India is on its way to becoming one of the greatest nations in the world. Some, like Masayoshi Son, the founder-CEO of SoftBank, back this statement not with mere words but capital, while others believe in its very essence and are committed to acting on their conviction.
I’m among the believers, and this is why I think tourism will go a long way in kick-starting India, in making India! Speaking from the perspective of a travel startup, I will now seek to analyse how the sector can help create jobs, reduce inequality and empower various social sectors.
Consider the individual who lives in his own house in a village, with a small plot of farm land. He eats fresh food, breathes fresh air and has a social circle. Forced to leave his home, he travels to the city, where he lives in dirty shanties looking for daily wage work and has no access to education or healthcare.
Tourism is perfectly placed to promote reverse migration. We are able to put to use resources that are locally available and create a sustainable business for local communities.
Take, for instance, Orchha, a small town in Madhya Pradesh with a population of just 9,000. Orchha’s rich heritage makes it a popular tourist destination. Locals started to work in Orchha's famous hotels as the tourist inflow gathered pace. Many went on to become entrepreneurs, opening cafes or retail stores. Some are expert guides and conduct tours. The local activities and crafts of the area are thus thriving.

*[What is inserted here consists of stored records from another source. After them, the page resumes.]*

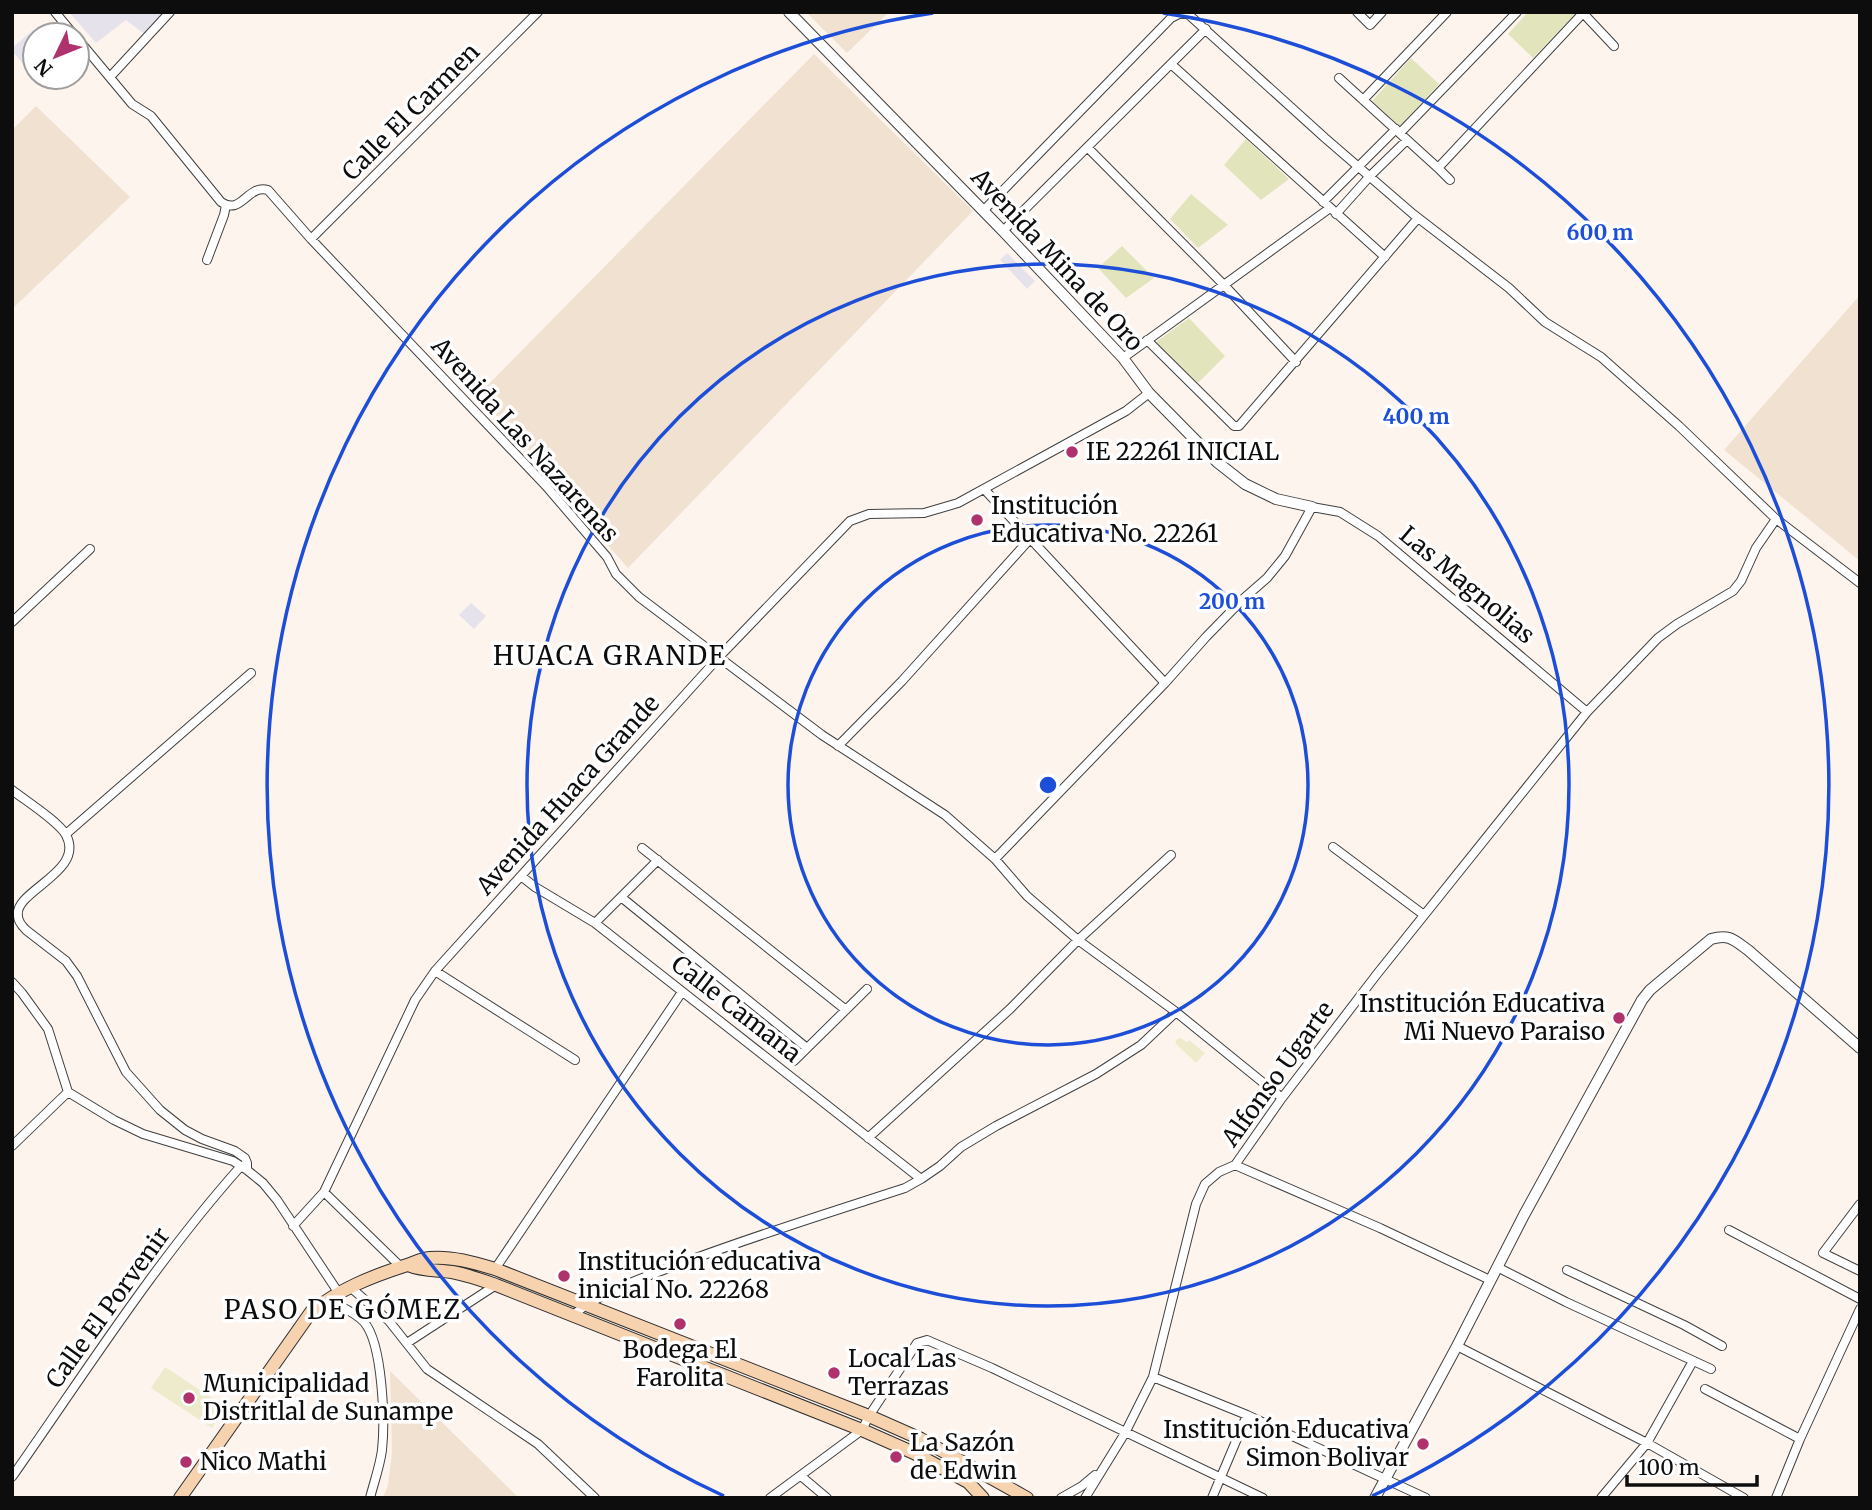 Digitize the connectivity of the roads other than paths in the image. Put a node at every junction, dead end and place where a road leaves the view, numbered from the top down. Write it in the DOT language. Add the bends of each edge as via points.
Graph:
graph roads {
  1 [pos="170,12"];
  2 [pos="538,12"];
  3 [pos="789,12"];
  4 [pos="1357,12"];
  5 [pos="1382,12"];
  6 [pos="1447,12"];
  7 [pos="1517,12"];
  8 [pos="1583,12"];
  9 [pos="1206,29"];
  10 [pos="1614,46"];
  11 [pos="91,55"];
  12 [pos="1171,64"];
  13 [pos="110,77"];
  14 [pos="1339,78"];
  15 [pos="1363,100"];
  16 [pos="1398,131"];
  17 [pos="1407,140"];
  18 [pos="1088,148"];
  19 [pos="1357,166"];
  20 [pos="1438,168"];
  21 [pos="1370,176"];
  22 [pos="1450,180"];
  23 [pos="229,206"];
  24 [pos="1329,208"];
  25 [pos="983,211"];
  26 [pos="1418,218"];
  27 [pos="1003,231"];
  28 [pos="311,239"];
  29 [pos="1385,257"];
  30 [pos="207,260"];
  31 [pos="1224,285"];
  32 [pos="1147,340"];
  33 [pos="1123,358"];
  34 [pos="1296,362"];
  35 [pos="1149,393"];
  36 [pos="984,489"];
  37 [pos="1312,507"];
  38 [pos="1776,519"];
  39 [pos="1030,539"];
  40 [pos="90,549"];
  41 [pos="1860,583"];
  42 [pos="12,622"];
  43 [pos="719,657"];
  44 [pos="251,673"];
  45 [pos="1165,683"];
  46 [pos="1587,712"];
  47 [pos="838,746"];
  48 [pos="12,790"];
  49 [pos="66,834"];
  50 [pos="1333,846"];
  51 [pos="642,848"];
  52 [pos="1171,855"];
  53 [pos="995,859"];
  54 [pos="658,860"];
  55 [pos="522,876"];
  56 [pos="621,897"];
  57 [pos="1424,915"];
  58 [pos="595,923"];
  59 [pos="1078,940"];
  60 [pos="435,971"];
  61 [pos="12,982"];
  62 [pos="867,989"];
  63 [pos="682,992"];
  64 [pos="846,1010"];
  65 [pos="1176,1012"];
  66 [pos="807,1048"];
  67 [pos="1860,1048"];
  68 [pos="575,1060"];
  69 [pos="794,1061"];
  70 [pos="68,1092"];
  71 [pos="1282,1098"];
  72 [pos="869,1138"];
  73 [pos="12,1146"];
  74 [pos="1236,1165"];
  75 [pos="244,1168"];
  76 [pos="922,1179"];
  77 [pos="324,1192"];
  78 [pos="1860,1204"];
  79 [pos="293,1226"];
  80 [pos="1729,1230"];
  81 [pos="404,1266"];
  82 [pos="1497,1267"];
  83 [pos="495,1269"];
  84 [pos="1567,1270"];
  85 [pos="1860,1272"];
  86 [pos="1490,1280"];
  87 [pos="496,1285"];
  88 [pos="338,1292"];
  89 [pos="1860,1299"];
  90 [pos="585,1305"];
  91 [pos="1860,1309"];
  92 [pos="573,1315"];
  93 [pos="407,1343"];
  94 [pos="1457,1346"];
  95 [pos="1722,1346"];
  96 [pos="1693,1362"];
  97 [pos="1711,1369"];
  98 [pos="1153,1377"];
  99 [pos="1705,1389"];
  100 [pos="1247,1415"];
  101 [pos="869,1416"];
  102 [pos="862,1430"];
  103 [pos="1125,1433"];
  104 [pos="1800,1439"];
  105 [pos="1647,1443"];
  106 [pos="1100,1471"];
  107 [pos="801,1476"];
  108 [pos="12,1477"];
  109 [pos="1384,1478"];
  110 [pos="1221,1479"];
  111 [pos="180,1498"];
  112 [pos="370,1498"];
  113 [pos="595,1498"];
  114 [pos="770,1498"];
  115 [pos="827,1498"];
  116 [pos="984,1498"];
  117 [pos="1027,1498"];
  118 [pos="1061,1498"];
  119 [pos="1085,1498"];
  120 [pos="1212,1498"];
  121 [pos="1263,1498"];
  122 [pos="1375,1498"];
  123 [pos="1426,1498"];
  124 [pos="1601,1498"];
  125 [pos="1744,1498"];
  126 [pos="1776,1498"];
  1 -- 13 [label="street"];
  2 -- 28 [label="street, Calle El Carmen"];
  3 -- 25 [label="street, Avenida Mina de Oro"];
  4 -- 5 [label="street" via="1370,25"];
  6 -- 15 [label="street"];
  7 -- 16 [label="street"];
  8 -- 10 [label="street"];
  8 -- 20 [label="street"];
  9 -- 12 [label="street"];
  9 -- 19 [label="street"];
  9 -- 25 [label="street" via="1188,14 1175,15"];
  11 -- 13 [label="street"];
  12 -- 18 [label="street"];
  12 -- 24 [label="street"];
  13 -- 23 [label="street" via="132,104 151,116"];
  14 -- 15 [label="street"];
  15 -- 16 [label="street"];
  16 -- 17 [label="street"];
  16 -- 19 [label="street"];
  17 -- 20 [label="street"];
  17 -- 21 [label="street"];
  18 -- 27 [label="street"];
  18 -- 31 [label="street"];
  19 -- 21 [label="street"];
  19 -- 24 [label="street"];
  20 -- 22 [label="street"];
  21 -- 24 [label="street"];
  21 -- 26 [label="street"];
  23 -- 28 [label="street, Avenida Las Nazarenas" via="265,189"];
  23 -- 30 [label="street"];
  24 -- 29 [label="street"];
  24 -- 31 [label="street"];
  25 -- 27 [label="street, Avenida Mina de Oro"];
  26 -- 29 [label="street"];
  26 -- 38 [label="street" via="1545,322 1601,357"];
  27 -- 33 [label="street, Avenida Mina de Oro"];
  28 -- 43 [label="street, Avenida Las Nazarenas" via="546,486 626,586"];
  29 -- 34 [label="street"];
  31 -- 32 [label="street"];
  31 -- 34 [label="street"];
  32 -- 33 [label="street"];
  32 -- 34 [label="street" via="1234,426"];
  33 -- 35 [label="street, Avenida Mina de Oro"];
  35 -- 36 [label="street, Avenida Huaca Grande" via="1126,411"];
  35 -- 37 [label="street, Avenida Mina de Oro" via="1245,484 1276,499"];
  36 -- 39 [label="street"];
  36 -- 43 [label="street, Avenida Huaca Grande" via="924,513 869,514 850,521"];
  37 -- 45 [label="street" via="1267,578"];
  37 -- 46 [label="street, Las Magnolias" via="1340,512 1378,536"];
  38 -- 41 [label="street"];
  38 -- 46 [label="street, Alfonso Ugarte" via="1733,591 1658,638"];
  39 -- 45 [label="street"];
  39 -- 47 [label="street"];
  40 -- 42 [label="street"];
  43 -- 47 [label="street, Avenida Las Nazarenas"];
  43 -- 55 [label="street, Avenida Huaca Grande"];
  44 -- 49 [label="street"];
  45 -- 53 [label="street"];
  46 -- 57 [label="street, Alfonso Ugarte"];
  47 -- 53 [label="street, Avenida Las Nazarenas" via="945,815"];
  48 -- 49 [label="street"];
  49 -- 75 [label="street" via="69,850 65,861 19,908 21,924 66,961 126,1072 160,1110 185,1130 235,1151 245,1158"];
  50 -- 57 [label="street"];
  51 -- 54 [label="street"];
  52 -- 59 [label="street"];
  53 -- 59 [label="street, Avenida Las Nazarenas"];
  54 -- 56 [label="street"];
  54 -- 64 [label="street"];
  55 -- 58 [label="street, Calle Camana"];
  55 -- 60 [label="street, Avenida Huaca Grande"];
  56 -- 58 [label="street"];
  56 -- 66 [label="street"];
  57 -- 71 [label="street, Alfonso Ugarte"];
  58 -- 63 [label="street, Calle Camana"];
  59 -- 65 [label="street, Avenida Las Nazarenas"];
  59 -- 72 [label="street"];
  60 -- 68 [label="street"];
  60 -- 77 [label="street, Avenida Huaca Grande" via="415,1000"];
  61 -- 70 [label="street" via="48,1029"];
  62 -- 64 [label="street"];
  63 -- 72 [label="street, Calle Camana"];
  63 -- 83 [label="street"];
  64 -- 66 [label="street"];
  65 -- 71 [label="street, Avenida Las Nazarenas"];
  65 -- 76 [label="street" via="1141,1045 961,1147"];
  66 -- 69 [label="street"];
  67 -- 82 [label="street" via="1734,940 1723,936 1711,939 1642,1000"];
  70 -- 73 [label="street"];
  70 -- 75 [label="street" via="144,1134"];
  71 -- 74 [label="street, Alfonso Ugarte"];
  72 -- 76 [label="street, Calle Camana"];
  74 -- 86 [label="street"];
  74 -- 98 [label="street, Alfonso Ugarte" via="1205,1184 1196,1204"];
  75 -- 79 [label="street" via="263,1183"];
  75 -- 108 [label="street, Calle El Porvenir" via="198,1215"];
  76 -- 90 [label="street" via="730,1245"];
  77 -- 79 [label="street, Avenida Huaca Grande"];
  77 -- 81 [label="street"];
  78 -- 85 [label="street" via="1823,1253"];
  79 -- 88 [label="street"];
  80 -- 89 [label="street"];
  81 -- 83 [label="main road" via="434,1258"];
  81 -- 87 [label="main road" via="472,1276"];
  81 -- 88 [label="main road"];
  82 -- 86 [label="street"];
  82 -- 96 [label="street"];
  83 -- 90 [label="main road"];
  84 -- 95 [label="street"];
  86 -- 94 [label="street"];
  87 -- 92 [label="main road"];
  87 -- 93 [label="street"];
  88 -- 93 [label="street" via="390,1321"];
  88 -- 111 [label="main road" via="311,1312"];
  88 -- 112 [label="street" via="369,1329 378,1359 384,1428"];
  90 -- 92 [label="street"];
  90 -- 101 [label="main road"];
  91 -- 104 [label="street"];
  92 -- 102 [label="main road"];
  93 -- 113 [label="street" via="427,1369 538,1444"];
  94 -- 105 [label="street"];
  94 -- 109 [label="street"];
  96 -- 97 [label="street"];
  96 -- 105 [label="street"];
  98 -- 100 [label="street"];
  98 -- 103 [label="street, Alfonso Ugarte"];
  99 -- 104 [label="street"];
  100 -- 109 [label="street"];
  100 -- 110 [label="street"];
  101 -- 102 [label="street"];
  101 -- 103 [label="street" via="918,1343 927,1340"];
  101 -- 117 [label="main road" via="921,1439"];
  102 -- 107 [label="street"];
  102 -- 116 [label="main road" via="968,1482"];
  103 -- 106 [label="street, Alfonso Ugarte"];
  103 -- 110 [label="street"];
  104 -- 126 [label="street"];
  105 -- 124 [label="street"];
  105 -- 125 [label="street"];
  106 -- 118 [label="street"];
  106 -- 119 [label="street, Alfonso Ugarte"];
  107 -- 114 [label="street"];
  107 -- 115 [label="street"];
  109 -- 122 [label="street"];
  109 -- 123 [label="street"];
  110 -- 120 [label="street"];
  110 -- 121 [label="street"];
}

A smaller example is that of Sattal, a hamlet in the hills 15 km from Nainital. The boatmen of Sattal were extremely poor as they waited for busloads of people to come from Nainital for day picnics, which happened only in the peak season of April, May and June. While each boat ride cost Rs 200, the boatman would earn only Rs 50. They earned barely Rs 50,000 for the entire year.
The first hotel started operations in Sattal in 2011, and provided guests with complimentary boating. Soon, customers started trickling in even during the lean season. In that first year, 2,000 customers stayed at the resort. As occupancy rose, so did the boatmen's income.

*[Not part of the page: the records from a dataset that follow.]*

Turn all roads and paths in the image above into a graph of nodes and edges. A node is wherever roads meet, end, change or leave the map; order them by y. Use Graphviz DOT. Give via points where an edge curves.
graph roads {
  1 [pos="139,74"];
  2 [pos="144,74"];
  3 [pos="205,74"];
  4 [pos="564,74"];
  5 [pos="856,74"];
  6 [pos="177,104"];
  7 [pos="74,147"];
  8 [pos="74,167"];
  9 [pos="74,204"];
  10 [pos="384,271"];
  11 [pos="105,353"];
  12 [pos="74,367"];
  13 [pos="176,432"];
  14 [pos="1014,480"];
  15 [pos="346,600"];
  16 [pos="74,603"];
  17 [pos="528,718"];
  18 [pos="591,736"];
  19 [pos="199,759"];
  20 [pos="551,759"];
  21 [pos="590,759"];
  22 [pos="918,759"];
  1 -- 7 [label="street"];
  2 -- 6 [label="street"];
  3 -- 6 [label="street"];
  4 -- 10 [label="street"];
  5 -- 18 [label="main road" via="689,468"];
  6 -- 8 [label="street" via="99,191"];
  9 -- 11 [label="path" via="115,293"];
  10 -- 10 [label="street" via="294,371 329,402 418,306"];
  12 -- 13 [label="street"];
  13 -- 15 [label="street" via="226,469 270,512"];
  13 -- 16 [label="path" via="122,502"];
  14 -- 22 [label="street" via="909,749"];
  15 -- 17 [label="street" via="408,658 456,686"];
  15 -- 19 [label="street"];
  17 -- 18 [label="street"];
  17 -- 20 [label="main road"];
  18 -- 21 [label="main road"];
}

At Rs 200 per trip, the boatmen were totally able to earn Rs 4,00,000 from us alone! Given 10 boats, it still meant Rs 40,000 per boatman only from us, almost equivalent to what they earned from day tourists. And then something else happened. As Sattal became a well-known tourist destination, new resorts and hotels came up. The number of boats increased several fold. In just a few years, tourism enabled the entire village of Sattal to generate ample employment and prosper.

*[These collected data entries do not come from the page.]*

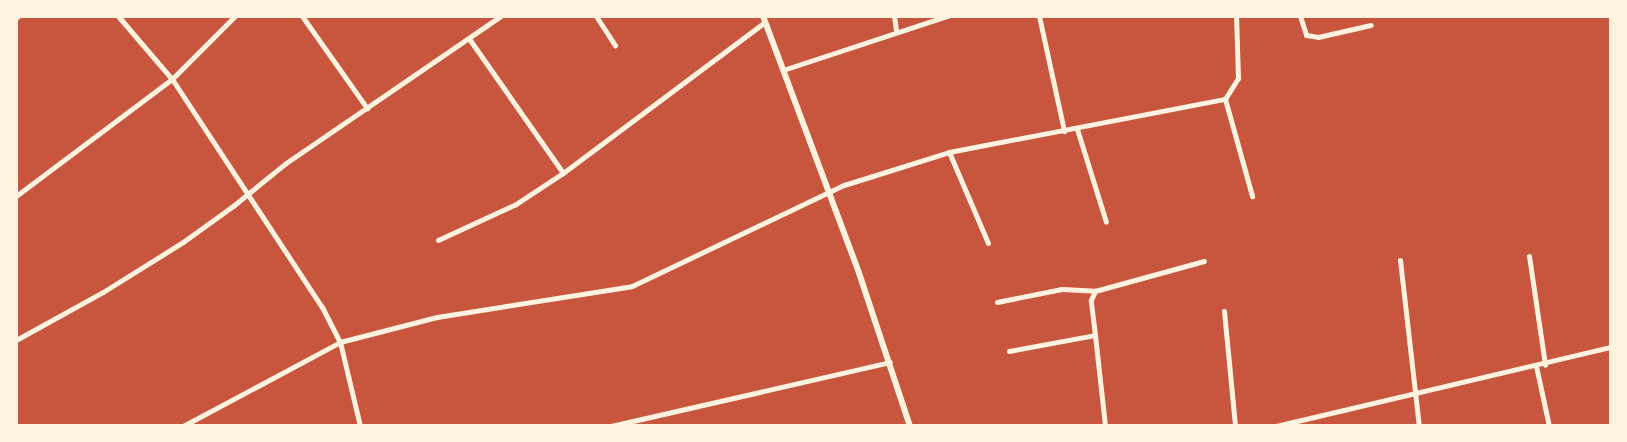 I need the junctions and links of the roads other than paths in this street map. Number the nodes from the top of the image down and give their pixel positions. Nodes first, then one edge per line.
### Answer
1 (118, 16) edge
2 (235, 16) edge
3 (302, 16) edge
4 (501, 16) edge
5 (596, 16) edge
6 (894, 16) edge
7 (947, 16) edge
8 (1039, 16) edge
9 (1236, 16) edge
10 (1300, 16) edge
11 (764, 19) edge
12 (1371, 25) dead end
13 (896, 31) junction
14 (470, 40) junction
15 (615, 45) dead end
16 (783, 70) junction
17 (172, 79) junction
18 (1225, 99) junction
19 (367, 108) junction
20 (1077, 129) junction
21 (1064, 131) junction
22 (949, 152) junction
23 (563, 173) junction
24 (828, 192) junction
25 (246, 194) junction
26 (16, 196) edge
27 (1252, 196) dead end
28 (1106, 222) dead end
29 (438, 240) dead end
30 (988, 243) dead end
31 (1529, 256) dead end
32 (1400, 260) dead end
33 (1204, 261) dead end
34 (1095, 291) junction
35 (997, 302) dead end
36 (1224, 311) dead end
37 (1095, 335) junction
38 (16, 340) edge
39 (340, 342) junction
40 (1611, 347) edge
41 (1009, 351) dead end
42 (890, 362) junction
43 (1544, 364) junction
44 (1536, 366) junction
45 (1417, 394) junction
46 (183, 426) edge
47 (360, 426) edge
48 (611, 426) edge
49 (910, 426) edge
50 (1105, 426) edge
51 (1235, 426) edge
52 (1276, 426) edge
53 (1419, 426) edge
54 (1549, 426) edge

1 - 17 street
2 - 17 street
3 - 19 street
4 - 14 street
5 - 15 street
6 - 13 street
7 - 13 street
8 - 21 street
9 - 18 street
10 - 12 street
11 - 16 street
11 - 23 street
13 - 16 street
14 - 19 street
14 - 23 street
16 - 24 street
17 - 25 street
17 - 26 street
18 - 20 street
18 - 27 street
19 - 25 street
20 - 21 street
20 - 28 street
21 - 22 street
22 - 24 street
22 - 30 street
23 - 29 street
24 - 39 street
24 - 42 street
25 - 38 street
25 - 39 street
31 - 43 street
32 - 45 street
33 - 34 street
34 - 35 street
34 - 37 street
36 - 51 street
37 - 41 street
37 - 50 street
39 - 46 street
39 - 47 street
40 - 43 street
42 - 48 street
42 - 49 street
43 - 44 street
44 - 45 street
44 - 54 street
45 - 52 street
45 - 53 street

The plight of marginal farmers is a constant source of contention, with economists propagating further price reduction in agricultural commodities. Meanwhile, customers still pay high prices owing to supply and logistics constraints. So how does tourism help?
Meet Bashir Khan, a marginal farmer in Ramgarh who has a 1,000-square yard plot. He grows lemon grass, a herb popular for its oil extract. From his sparse available land, Bashir produces roughly 500 ml of oil a day. While the unsuspecting customer usually bought the oil at Rs 200-500 per 50 ml bottle, Bashir was forced to sell his produce for a meagre Rs 150 per litre! Impressed with the quality of extract and the low prices, tourists heading to Ramgarh started to buy the oil directly from Bashir. Surprised at the price he offered, they educated him about the demand and prices of comparable products in Delhi. Bashir now supplies to retail shops in Delhi.
Tourism has this ability to create a market for local products and match demand at that very destination, all while keeping prices attractive for customers.
Indian design has been applauded for ages, yet, absurdly, we see Indian towns, cities and even the more affluent villages emulate western design, with concrete structures and the modern architecture of the West. Ironically, the poorest villages retain forgotten Indian designs — mud structures, thatched roofs and tiles, and make for the most beautiful settings.
Close to Mhaismal, a small hill station near Aurangabad, are the last two remaining households that work on the beautiful — but vanishing — metal art form of Bidri. Today, it’s in desperate need of support in the region. As resorts opened in Mhaismal, customers were able to visit the craftsmen's homes and appreciate their art. One discerning guest even ordered the metalworks for her website, and as orders poured in, the Bidri trend caught on.
Tourism can revive arts that were once lost. Tourists can visit craftsmen, see their works and create new channels of demand. Its power in reshaping and rejuvenating the Indian economy should not be underestimated.
(Disclaimer: The views and opinions expressed in this article are those of the author and do not necessarily reflect the views of YourStory.)